La pasta corta o il riso sono i cibi più graditi, perché si masticano con facilità. Il condimento preferito è il pomodoro. Il rosso infatti è il colore più amato dai bambini e il pomodoro tinge le pietanze in modo uniforme ma leggero, in modo che si possano riconoscere le pietanze sottostanti. In tutte le fasce di età esaminate troviamo sempre al primo posto la pasta corta condita con pomodoro gradita al 22,75,mentre ai posti successivi si piazzano vari cibi, ma le preferenze sono molteplici.  

«Abbiamo definito quella che può essere definita la dieci 'p” – spiega Farnetani – ovvero un decalogo di prodotti come pasta, pizza, patate, parmigiano, pesce ecc. che piacciono ai più piccoli e che se cucinati in maniera sana e secondo i prodotti di stagione possono piacere e allo stesso tempo fare bene all'alimentazione dei bambini». Questo secondo una indagine compiuta su un campione di circa 300 bambini delle scuole dell'infanzia. «Il cibo di strada – spiega il presidente dell'Associazione Streetfood – secondo questa ricerca può rientrare a pieno titolo nella educazione al cibo fin dalle prime fasi della crescita grazie alla qualità, alla filiera corta e a prodotti che fanno bene all'organismo».

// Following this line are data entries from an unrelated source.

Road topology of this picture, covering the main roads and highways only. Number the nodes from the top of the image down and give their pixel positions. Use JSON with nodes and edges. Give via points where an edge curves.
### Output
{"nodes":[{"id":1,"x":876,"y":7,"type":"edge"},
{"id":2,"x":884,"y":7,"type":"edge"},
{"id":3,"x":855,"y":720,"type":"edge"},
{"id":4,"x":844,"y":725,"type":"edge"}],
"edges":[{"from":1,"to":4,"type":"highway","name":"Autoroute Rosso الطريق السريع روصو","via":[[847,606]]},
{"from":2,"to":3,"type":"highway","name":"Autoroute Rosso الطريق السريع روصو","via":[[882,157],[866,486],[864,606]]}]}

Il convegno è stato il momento inaugurale della seconda edizione de 'I mille cibi di strada italiani” che si è svolta a Marciano della Chiana (Ar) dove c'è stato un vero e proprio raduno di cibi di strada provenienti da tutta Italia. 11 regioni rappresentate da oltre 30 diversi cibi cucinati e mangiati per strada, hanno ripercorso una tradizione che affonda le proprie origini nel passato e che grazie all'attività di Streetfood sta trovando momenti di promozione. Il mercato di cibi di strada genuini e autentici come solo sotto il marchio 'Streetfood” si possono trovare, sono stati i protagonisti nel borgo toscano. Quella del cibo di strada è una realtà rappresentata in modo schietto e sincero dai produttori di quelle leccornie quotidianamente offrono nei mercati ai quali partecipano. Dal Piemonte alla Puglia, passando per Marche, Lazio e Umbria. Tra le novità rispetto al 2010 dalla Sicilia è arrivata anche la brioche con granita, i tortelli alla lastra del Casentino, un fritto di pesce asciutto come non lo si è mai sentito, tornano gli arrosticini quelli veraci abruzzesi e ovviamente l'Apecar con gli agnolotti piemontesi e tanto altro ancora.

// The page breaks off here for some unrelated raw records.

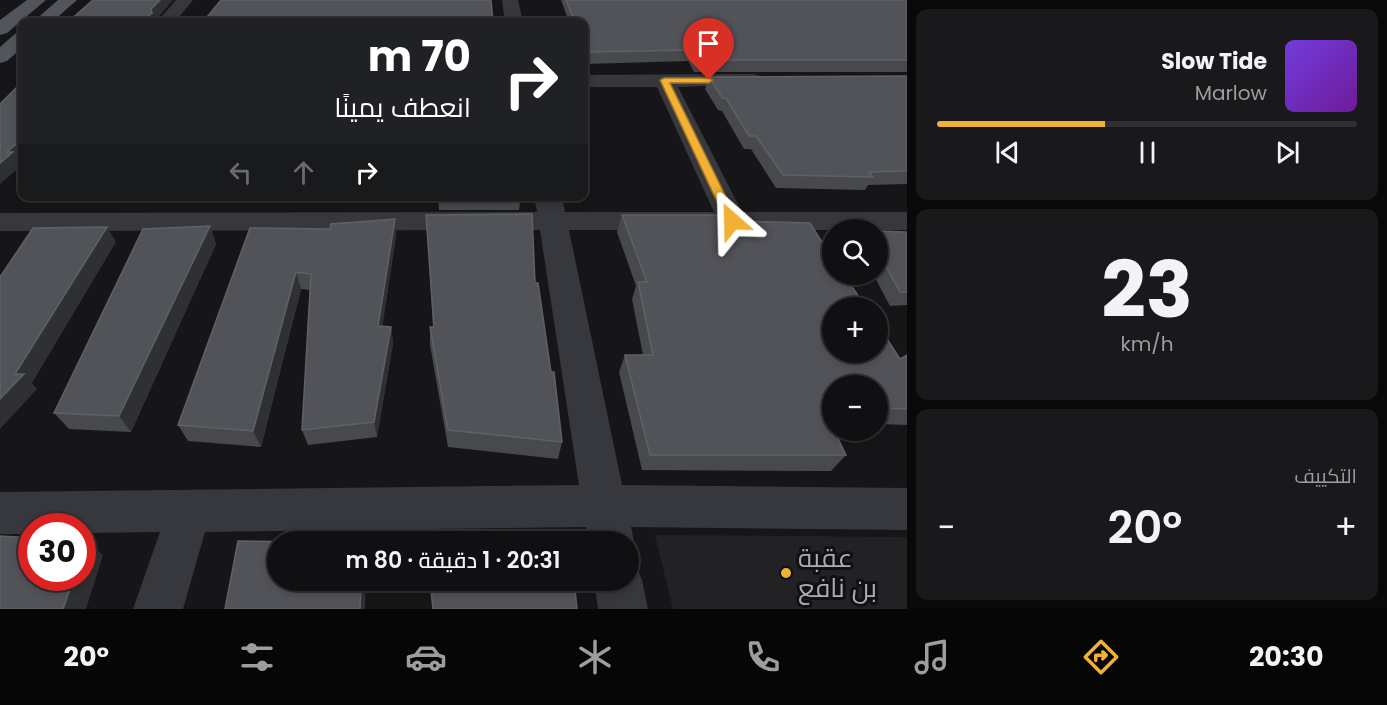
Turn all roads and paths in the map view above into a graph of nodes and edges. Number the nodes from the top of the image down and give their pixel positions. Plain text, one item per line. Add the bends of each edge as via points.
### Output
1 (38, 0) edge
2 (69, 0) edge
3 (185, 0) edge
4 (510, 0) edge
5 (47, 18) edge
6 (169, 18) edge
7 (513, 18) edge
8 (0, 29) edge
9 (18, 41) edge
10 (0, 57) edge
11 (664, 80) junction
12 (768, 80) edge
13 (588, 81) edge
14 (18, 200) edge
15 (550, 209) edge
16 (732, 221) junction
17 (907, 221) edge
18 (0, 222) edge
19 (907, 509) edge
20 (189, 511) junction
21 (0, 513) edge
22 (608, 524) edge
23 (620, 591) edge
24 (158, 609) edge
25 (623, 609) edge

1 - 8 main road
2 - 5 main road
3 - 6 street
4 - 7 street
9 - 10 main road
11 - 12 street
11 - 13 street
11 - 16 street
14 - 18 street
15 - 16 street
15 - 18 street
15 - 22 street
16 - 17 street
19 - 22 street
20 - 21 street
20 - 22 street
20 - 24 street
23 - 25 street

Streetfood ha portato il vero e originale cibo di strada in giro a partire da Arezzo, in Piazza Badia, per i 150 anni dell'Unità d'Italia (16-18 marzo) e con la seconda edizione dell'evento di Marciano della Chiana (27 al 29 maggio). Da Marciano proseguirà poi a San Casciano Val di Pesa (Fi) con la collaborazione con il Consorzio del Chianti Classico all'interno della kermesse 'Chianti Classico è” (www.classico-e.it) e a Radicofani in Val d'Orcia (SI) dall'1 al 3 luglio.